Don’t worry – your succulent dreams are not over.

Cactus on window sill

It can be done, but there may be a few additional measures you will have to take to make your succulent comfortable.

Here are a few things you may want to consider:

  • Positioning your succulent by a window that receives a lot of direct sunlight will help to evaporate the moisture that settles on your succulent.
  • Increasing the airflow (possibly by leaving the window ajar) will also help to prevent moisture sitting on your plant.
  • Use soil that contains a high concentration of pumice. This will help to reduce the amount of excess water trapped in the succulents’ soil.
  • Avoid wetting the succulent when watering your plant.

How to Measure the Humidity Level for Succulents?

If you are unsure how to measure the humidity levels within your house, the best thing to do is grab yourself a hygrometer.

Hygrometers measure the relative air humidity in your home. They use the rooms’ temperature and relative pressure to determine the point at which water vapor condenses out of the surrounding air.

They are smart devices that are inexpensive and readily available online or at your local nursery.

Frequently Asked Questions

In this section we attempt to answer all your ‘other’ questions that may not be addressed in our guide.

If you don’t find an answer to your question, please send us a message via our CONTACT page. We will endeavor to respond with a timely answer, and include it in our growing FAQ section below.

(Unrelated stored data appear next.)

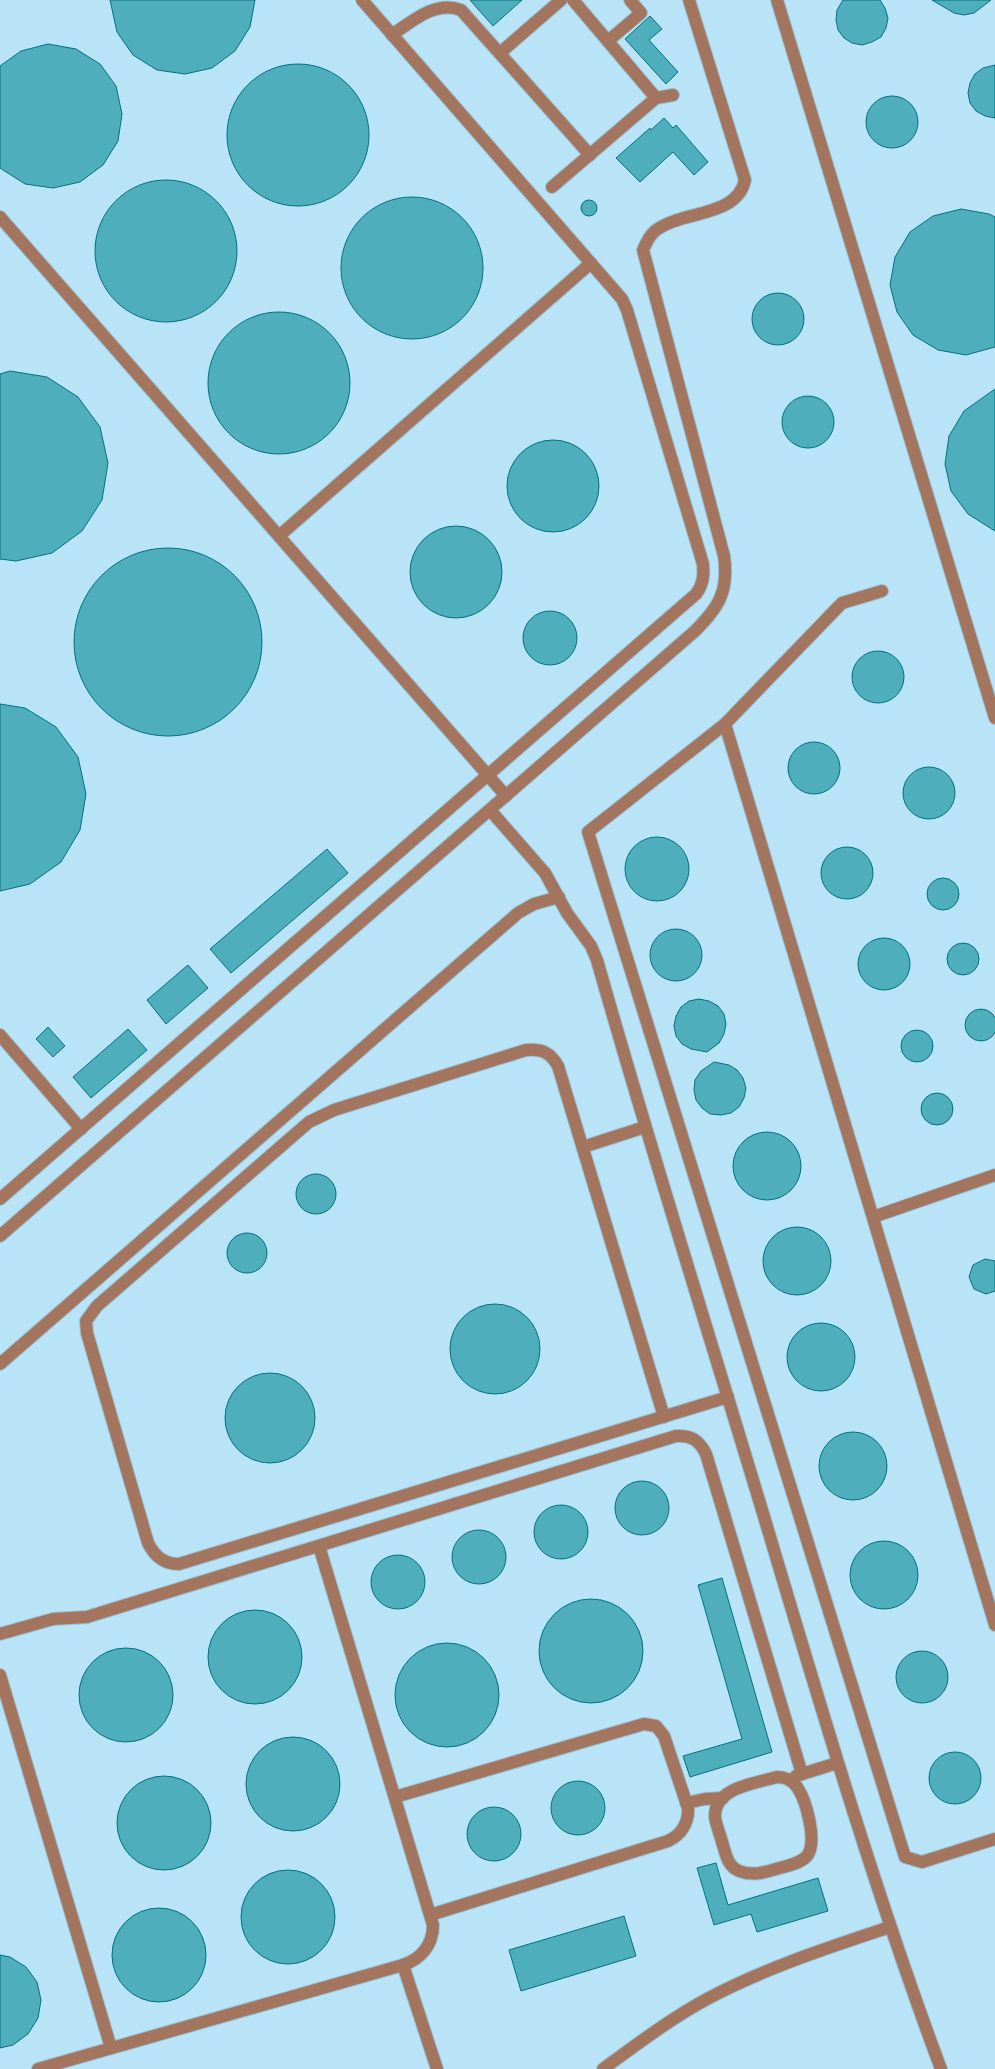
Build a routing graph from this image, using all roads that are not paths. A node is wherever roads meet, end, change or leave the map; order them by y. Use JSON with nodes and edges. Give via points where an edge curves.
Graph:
{"nodes":[{"id":1,"x":362,"y":0,"type":"edge"},
{"id":2,"x":560,"y":0,"type":"edge"},
{"id":3,"x":573,"y":0,"type":"edge"},
{"id":4,"x":630,"y":0,"type":"edge"},
{"id":5,"x":689,"y":0,"type":"edge"},
{"id":6,"x":777,"y":0,"type":"edge"},
{"id":7,"x":392,"y":35,"type":"junction"},
{"id":8,"x":608,"y":41,"type":"junction"},
{"id":9,"x":500,"y":54,"type":"junction"},
{"id":10,"x":673,"y":95,"type":"dead end"},
{"id":11,"x":656,"y":98,"type":"junction"},
{"id":12,"x":590,"y":155,"type":"junction"},
{"id":13,"x":552,"y":187,"type":"dead end"},
{"id":14,"x":0,"y":217,"type":"edge"},
{"id":15,"x":591,"y":263,"type":"junction"},
{"id":16,"x":279,"y":536,"type":"junction"},
{"id":17,"x":882,"y":591,"type":"dead end"},
{"id":18,"x":995,"y":718,"type":"edge"},
{"id":19,"x":725,"y":724,"type":"junction"},
{"id":20,"x":488,"y":775,"type":"junction"},
{"id":21,"x":506,"y":796,"type":"junction"},
{"id":22,"x":490,"y":810,"type":"junction"},
{"id":23,"x":559,"y":898,"type":"junction"},
{"id":24,"x":0,"y":1035,"type":"edge"},
{"id":25,"x":645,"y":1127,"type":"junction"},
{"id":26,"x":81,"y":1129,"type":"junction"},
{"id":27,"x":583,"y":1147,"type":"junction"},
{"id":28,"x":995,"y":1175,"type":"edge"},
{"id":29,"x":0,"y":1199,"type":"edge"},
{"id":30,"x":873,"y":1217,"type":"junction"},
{"id":31,"x":0,"y":1236,"type":"edge"},
{"id":32,"x":0,"y":1364,"type":"edge"},
{"id":33,"x":728,"y":1397,"type":"junction"},
{"id":34,"x":664,"y":1416,"type":"junction"},
{"id":35,"x":319,"y":1546,"type":"junction"},
{"id":36,"x":995,"y":1625,"type":"edge"},
{"id":37,"x":0,"y":1634,"type":"edge"},
{"id":38,"x":0,"y":1675,"type":"edge"},
{"id":39,"x":837,"y":1763,"type":"junction"},
{"id":40,"x":802,"y":1774,"type":"junction"},
{"id":41,"x":786,"y":1778,"type":"junction"},
{"id":42,"x":395,"y":1797,"type":"junction"},
{"id":43,"x":723,"y":1798,"type":"junction"},
{"id":44,"x":686,"y":1803,"type":"junction"},
{"id":45,"x":995,"y":1839,"type":"edge"},
{"id":46,"x":430,"y":1915,"type":"junction"},
{"id":47,"x":890,"y":1927,"type":"junction"},
{"id":48,"x":403,"y":1966,"type":"junction"},
{"id":49,"x":111,"y":2048,"type":"junction"},
{"id":50,"x":38,"y":2069,"type":"edge"},
{"id":51,"x":437,"y":2069,"type":"edge"},
{"id":52,"x":602,"y":2069,"type":"edge"},
{"id":53,"x":941,"y":2069,"type":"edge"}],
"edges":[{"from":1,"to":7,"type":"lane"},
{"from":2,"to":9,"type":"lane"},
{"from":3,"to":8,"type":"lane"},
{"from":4,"to":8,"type":"lane","via":[[641,13]]},
{"from":5,"to":21,"type":"lane","via":[[745,180],[743,189],[726,205],[665,225],[655,231],[643,250],[724,556],[725,588],[720,601],[695,631]]},
{"from":6,"to":18,"type":"lane"},
{"from":7,"to":9,"type":"lane","via":[[431,9],[443,4],[453,5]]},
{"from":7,"to":15,"type":"lane"},
{"from":8,"to":11,"type":"lane"},
{"from":9,"to":12,"type":"lane"},
{"from":10,"to":11,"type":"lane"},
{"from":11,"to":12,"type":"lane"},
{"from":12,"to":13,"type":"lane"},
{"from":14,"to":16,"type":"lane"},
{"from":15,"to":16,"type":"lane"},
{"from":15,"to":20,"type":"lane","via":[[627,310],[702,564],[703,582],[696,594]]},
{"from":16,"to":20,"type":"lane"},
{"from":17,"to":19,"type":"lane","via":[[842,603]]},
{"from":19,"to":30,"type":"lane"},
{"from":19,"to":45,"type":"lane","via":[[588,832],[905,1857],[922,1862]]},
{"from":20,"to":21,"type":"lane"},
{"from":20,"to":26,"type":"lane"},
{"from":21,"to":22,"type":"lane"},
{"from":22,"to":23,"type":"lane","via":[[545,873]]},
{"from":22,"to":31,"type":"lane"},
{"from":23,"to":25,"type":"lane","via":[[597,960]]},
{"from":23,"to":32,"type":"lane","via":[[534,904],[518,913]]},
{"from":24,"to":26,"type":"lane"},
{"from":25,"to":27,"type":"lane"},
{"from":25,"to":33,"type":"lane"},
{"from":26,"to":29,"type":"lane"},
{"from":27,"to":34,"type":"lane"},
{"from":27,"to":34,"type":"lane","via":[[558,1066],[546,1052],[537,1049],[334,1110],[309,1122],[97,1306],[86,1321],[87,1333],[148,1543],[160,1560],[179,1564]]},
{"from":28,"to":30,"type":"lane"},
{"from":30,"to":36,"type":"lane"},
{"from":33,"to":34,"type":"lane"},
{"from":33,"to":39,"type":"lane"},
{"from":35,"to":37,"type":"lane","via":[[87,1617],[53,1618]]},
{"from":35,"to":40,"type":"lane","via":[[676,1436],[691,1437],[706,1454]]},
{"from":35,"to":42,"type":"lane"},
{"from":38,"to":49,"type":"lane"},
{"from":39,"to":40,"type":"lane"},
{"from":39,"to":47,"type":"lane"},
{"from":40,"to":41,"type":"lane"},
{"from":41,"to":43,"type":"lane","via":[[777,1777],[736,1788]]},
{"from":41,"to":43,"type":"lane","via":[[800,1794],[812,1834],[810,1851],[799,1862],[759,1874],[746,1873],[731,1865],[715,1816]]},
{"from":42,"to":44,"type":"lane","via":[[644,1724],[656,1726],[664,1736]]},
{"from":42,"to":46,"type":"lane"},
{"from":43,"to":44,"type":"lane"},
{"from":44,"to":46,"type":"lane","via":[[686,1823],[676,1838]]},
{"from":46,"to":48,"type":"lane","via":[[433,1934],[429,1944],[415,1961]]},
{"from":47,"to":52,"type":"lane","via":[[747,1979],[663,2026]]},
{"from":47,"to":53,"type":"lane"},
{"from":48,"to":49,"type":"lane"},
{"from":48,"to":51,"type":"lane"},
{"from":49,"to":50,"type":"lane"}]}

What is the right humidity for succulents?

We know that succulents do not like high humidity, so this begs the question ‘What humidity do succulents like?

As a general rule of thumb when it comes to pairing humidity levels with succulents, you should target around 40-60%. It is common for households to reach these humidity levels in the warmer months.

Is High Humidity Bad for Succulents?

When it comes to most succulents (we say ‘most’ because you always have your exceptions), high humidity can cause a host of issues. Succulents have their own source of water, and therefore do not rely on the surrounding environment for water.

As such, when they grow in high-humidity environments, they do not have the necessary adaptations to handle the excess water in the air. This can lead to issues like fungus and mold.

The excess humidity can also hinder the growth of new pups, as well as accelerate rot in older sections of the plant.

If you have succulents in a humid environment, we recommend keeping them next to a window sill with lots of exposure to direct sunlight, so excess moisture is evaporated off the plant.

Do Succulents Like to be Misted?

Succulents DO NOT like being misted.

If succulents have constant water on their exterior, it can lead to rot developing. This will weaken the plant, and eventually kill it.

Misting also adds moisture to the surrounding air. More moisture means increased humidity, which leads to further problems like fungus and mold.

Instead of misting your succulents, try to add water to the soil directly rather than wetting the plant.